Hitchcock didn’t need Selznick to tell him to add his personal stamp to a script, either. After Selznick’s comments, in fact, Hitchcock and Hecht spent another four months working alone, without the producer. It wasn’t until May that they got down to regular late-night meetings with Selznick. Hitchcock and Hecht would hunker down at Romanoff’s beforehand; Selznick didn’t expect them until 11
P.M
. Then “for four hours,” wrote Leff, “the producer would pace, discourse, and digress, then at three in the morning finally turn to the project at hand.”

Hecht’s letters to his wife make it plain how much he enjoyed Hitchcock’s company. They dined together “like two Edwardian dandies,” he wrote. And he also appreciated Selznick’s notes, “that extra twenty per cent” worth of fine-tuning, as Hecht put it.

But neither he nor Hitchcock was blind to the fact that Selznick didn’t seem very enthusiastic about their pet project—or that much of his advice didn’t suit their higher ambitions for the film. Aware of the producer’s short attention span, and the fact that his costly production of
Duel in the Sun
starring Jennifer Jones was then spiraling out of control on location in Arizona, they listened patiently to Selznick, nodding to him and each other. And then they simply went ahead with their own plans.

The producer was of little help on the most stubborn plot point: What was Alicia’s mission? What was the plot objective? By March 1945 Hitchcock and Hecht were itching to reveal their solution: Hecht’s letters began referring to his son as “the little atomic bomb,” and by April even the press had been informed of their “secret researches,” in the words of Thornton Delahanty in the
New York Herald Tribune.

It was a variation on an idea that Hitchcock had nurtured over most of his career. “Big Bomb Sensation!” Hitchcock’s newsboys scream in
Sabotage.
Russell Maloney of the
New Yorker
had told the director about rumors of a secret government project in New Mexico; then, during their trip to Washington for
Watchtower over Tomorrow
, Hitchcock and Hecht had picked up further tantalizing hints of the revolutionary weapon of mass destruction being developed by a team of U.S. scientists. “A bomb,” the director liked to tell scriptwriters, “is always good.” The biggest bomb sensation in history? That would be very good indeed.

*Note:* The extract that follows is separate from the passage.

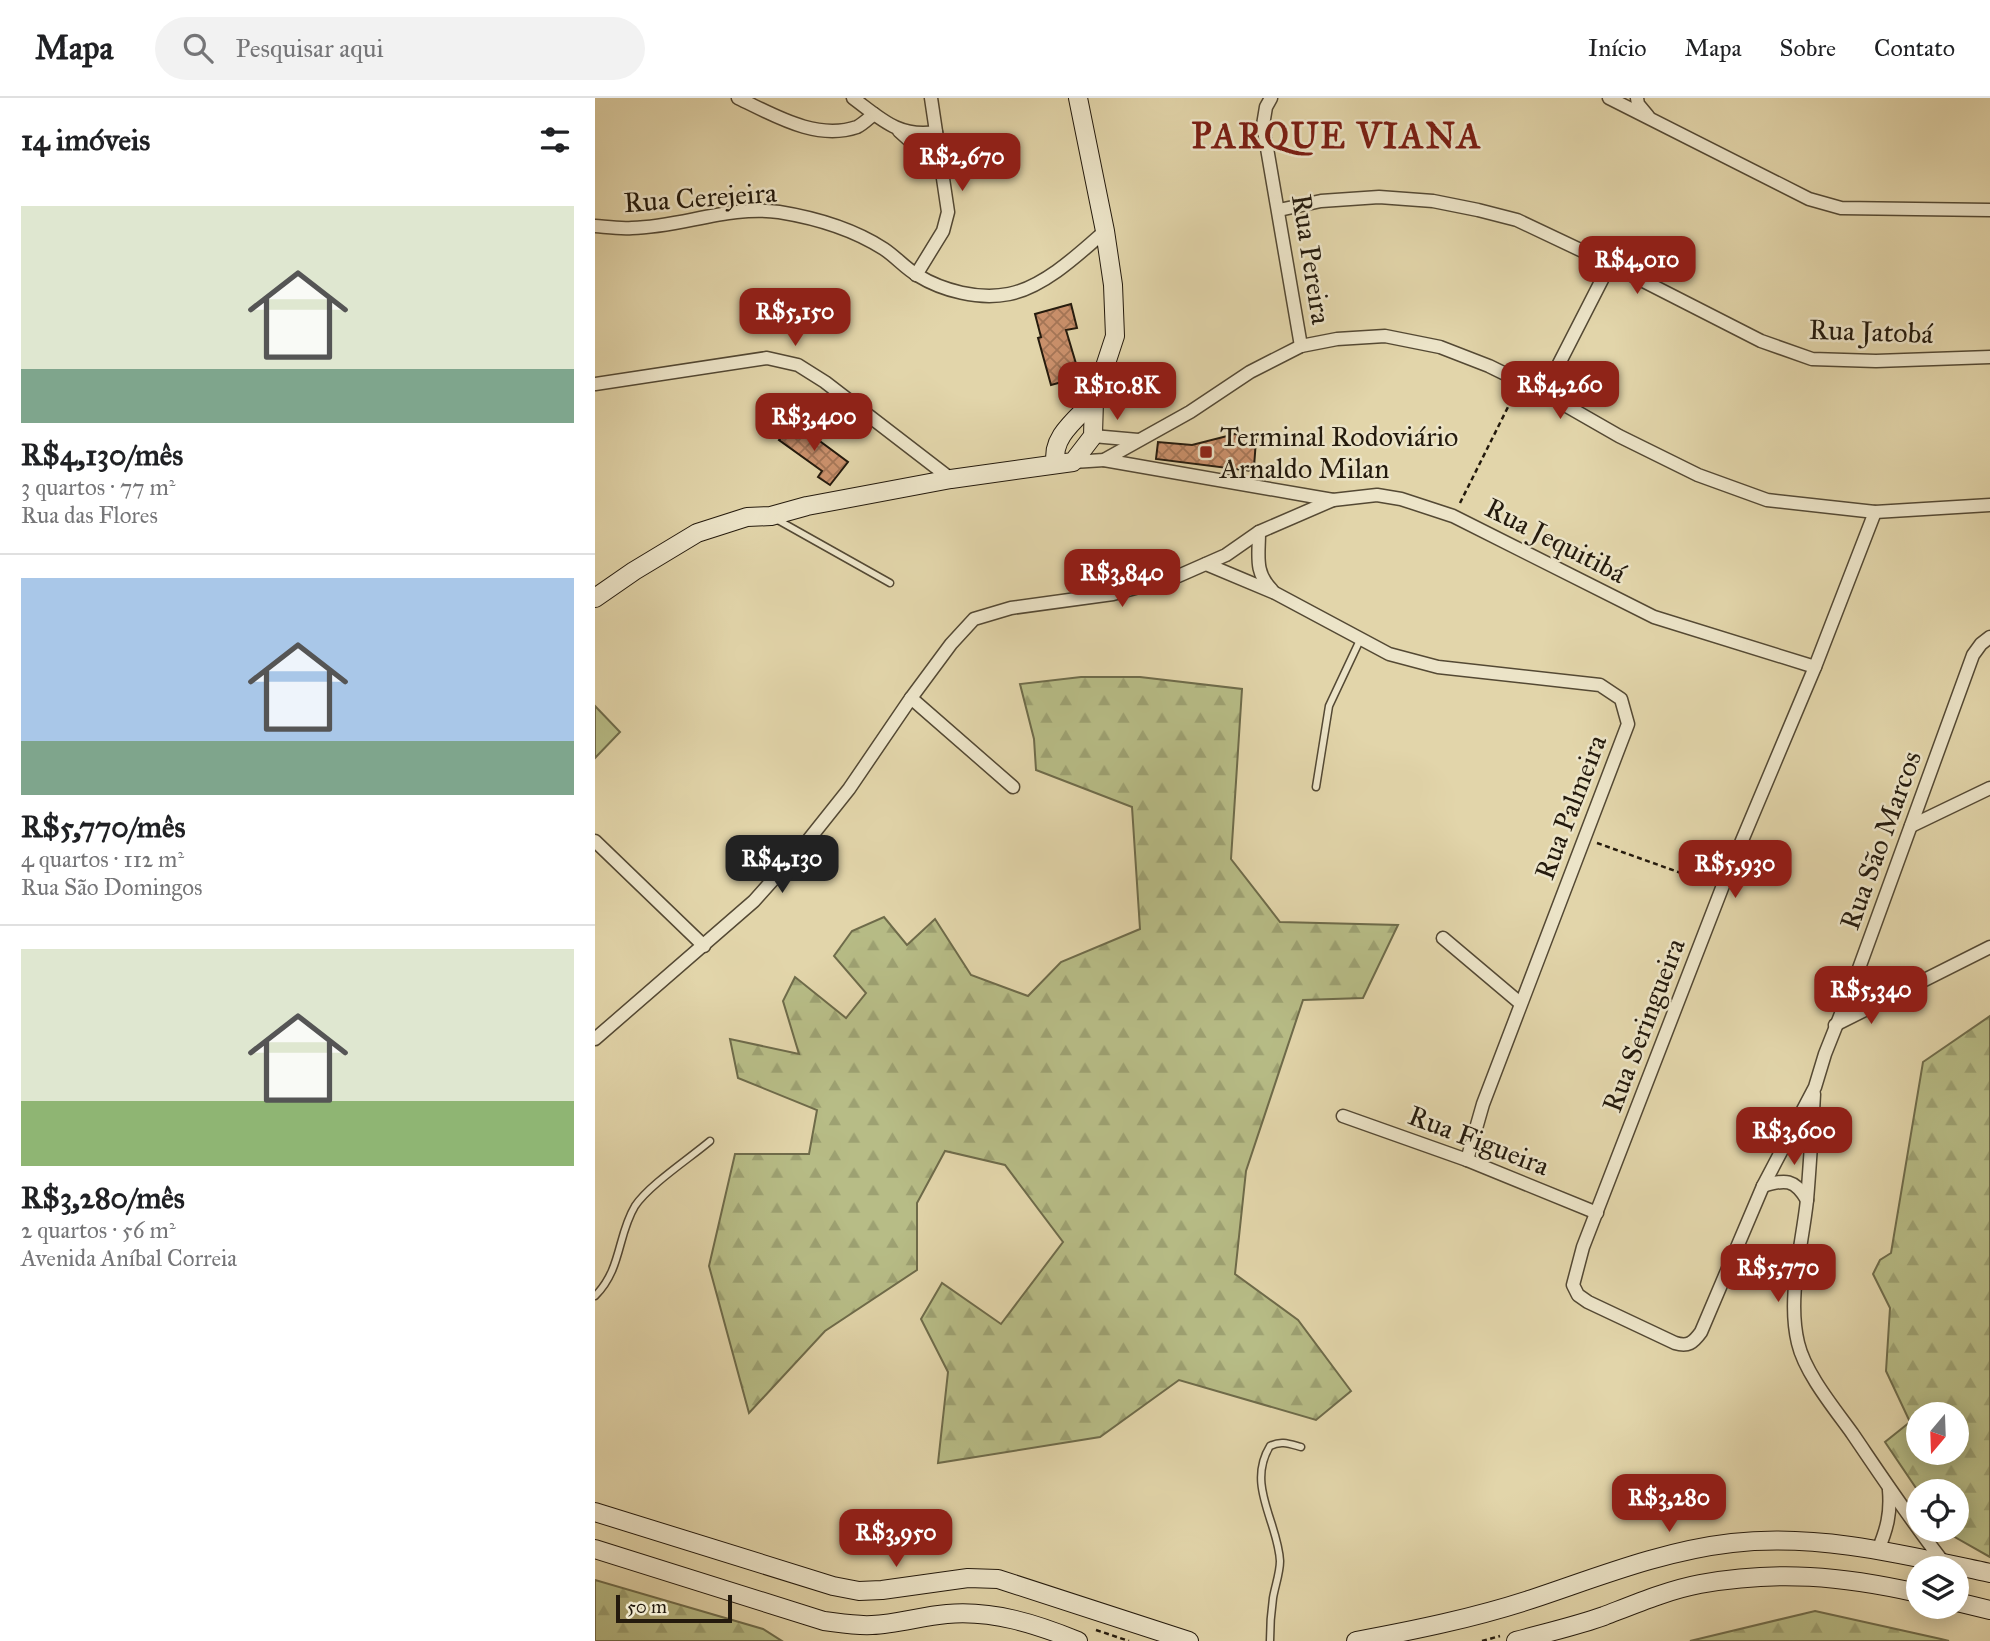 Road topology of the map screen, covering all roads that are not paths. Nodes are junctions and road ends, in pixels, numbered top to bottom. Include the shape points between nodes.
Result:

Musing aloud with Hecht, the director—who prided himself on being a wine connoisseur—said he thought the vital component to such a bomb might be hidden in the wine cellar of the German agent’s mansion. Rooting around for clues in the cellar, Alicia or Devlin might accidentally break a bottle of 1934 Pommard, only instead of burgundy, out spills sand—pitchblende, uranium ore being mined by the fascists.

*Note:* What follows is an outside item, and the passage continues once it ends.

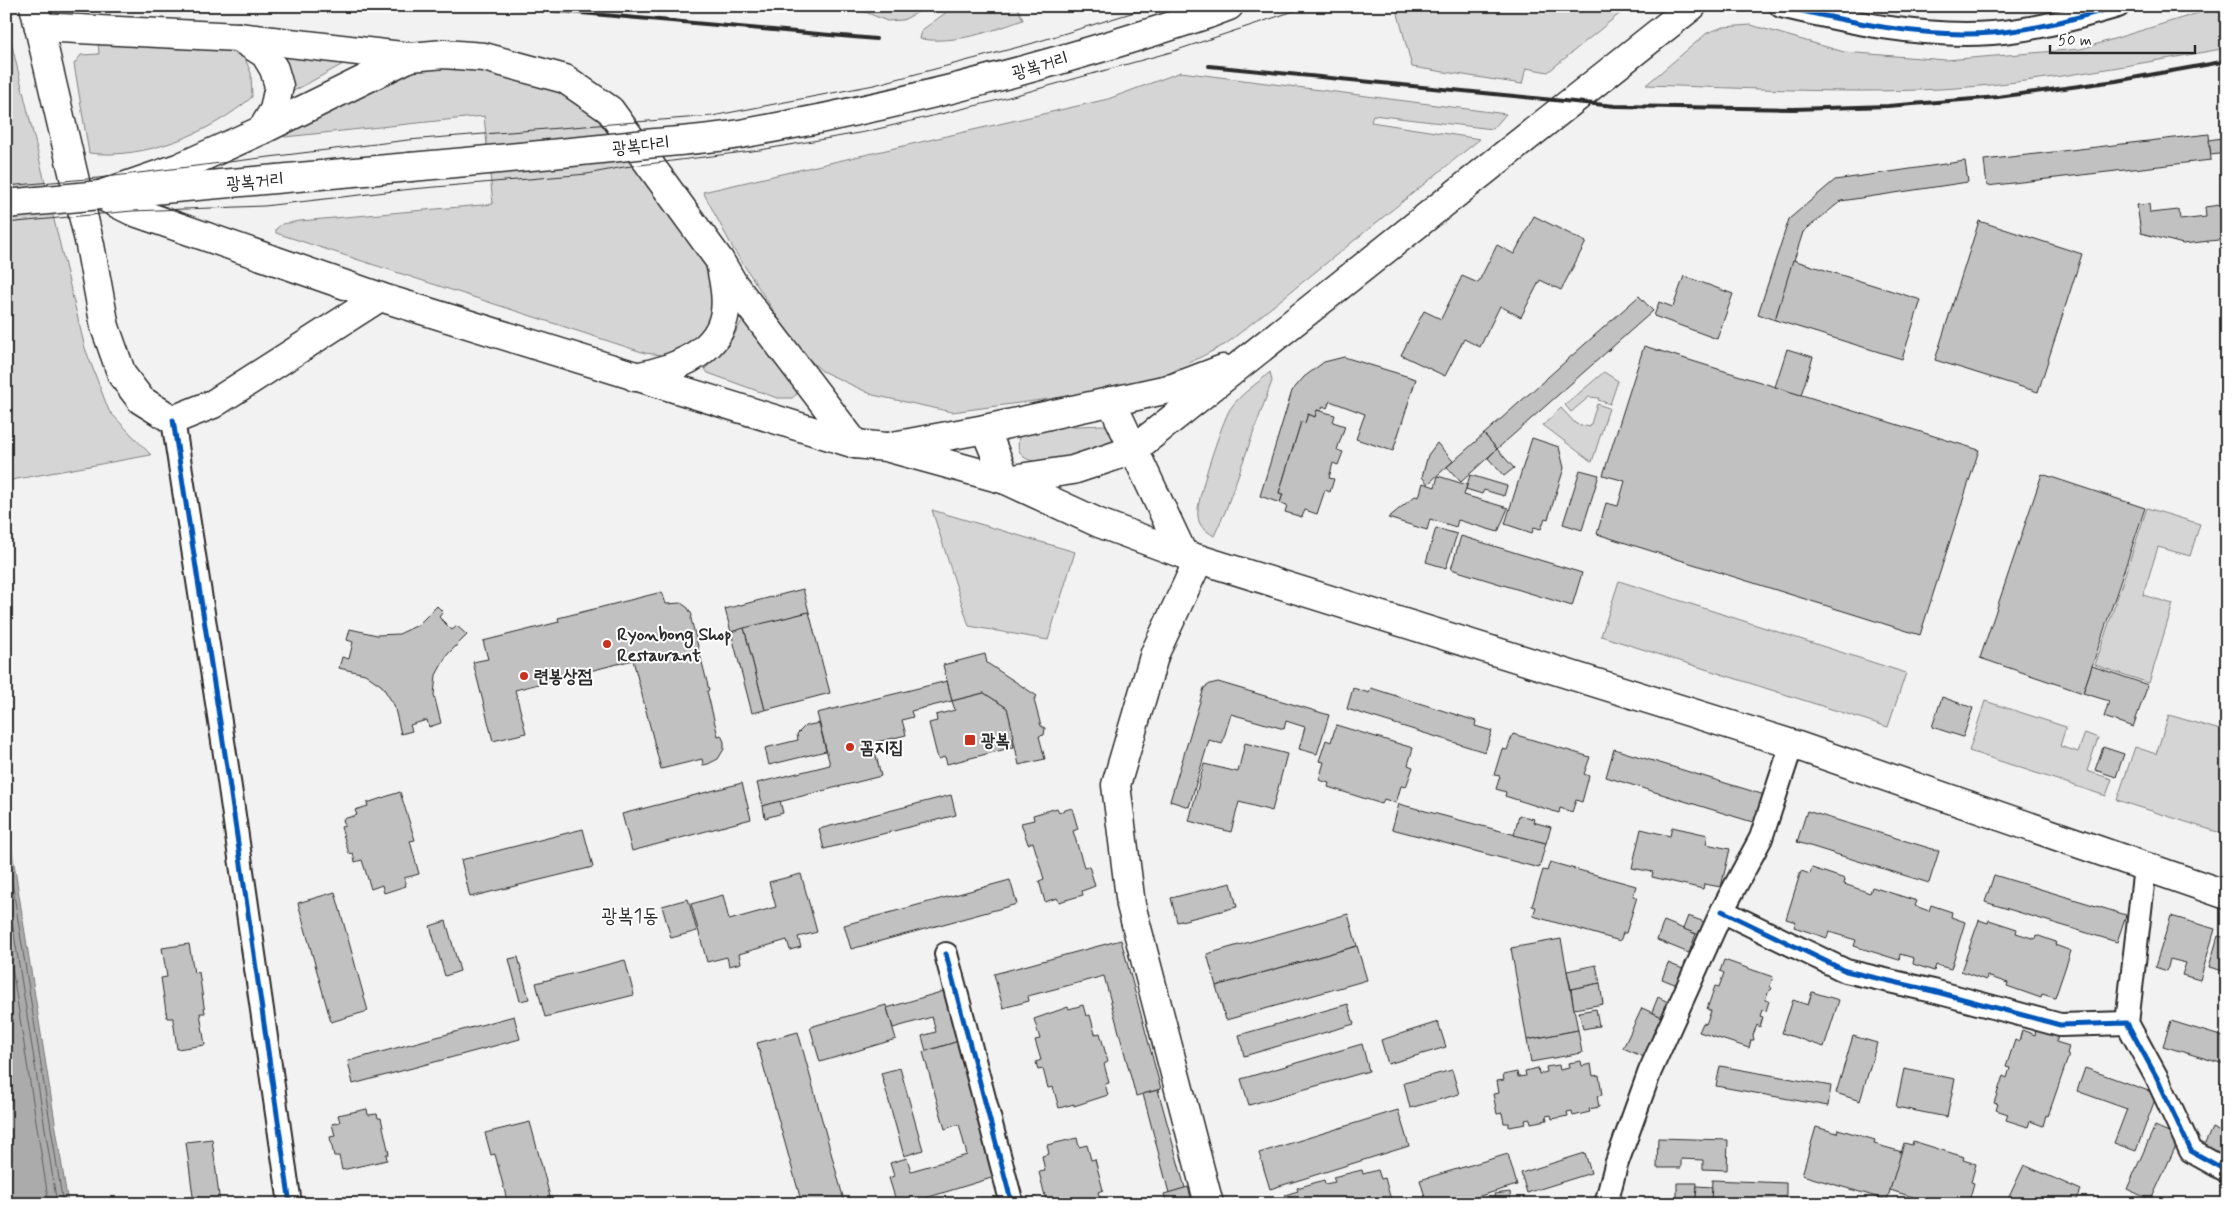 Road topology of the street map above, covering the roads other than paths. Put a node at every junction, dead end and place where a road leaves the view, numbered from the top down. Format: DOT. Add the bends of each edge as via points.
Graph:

Donald Spoto calls Hitchcock less than honest for claiming he consulted an expert on the subject of atomic weaponry. But it’s exactly the sort of thing the director was wont to do. In the spring of 1945, probably in mid-March, Hitchcock and Hecht visited Dr. Robert A. Millikan, the first American-born physicist to win the Nobel Prize, at his offices at the California Institute of Technology in nearby Pasadena. Millikan was known for his radiation and nuclear-energy research and for application of that research to military problems.

According to Hitchcock, Millikan vaulted out of his chair and warned the director against inquiring into such high-level secrets. Although Millikan’s appointment book doesn’t prove the visit, contemporaneous newspaper accounts allude to it, and attest that California Institute of Technology scientists were “pretty leery” about talking to the Hollywood duo.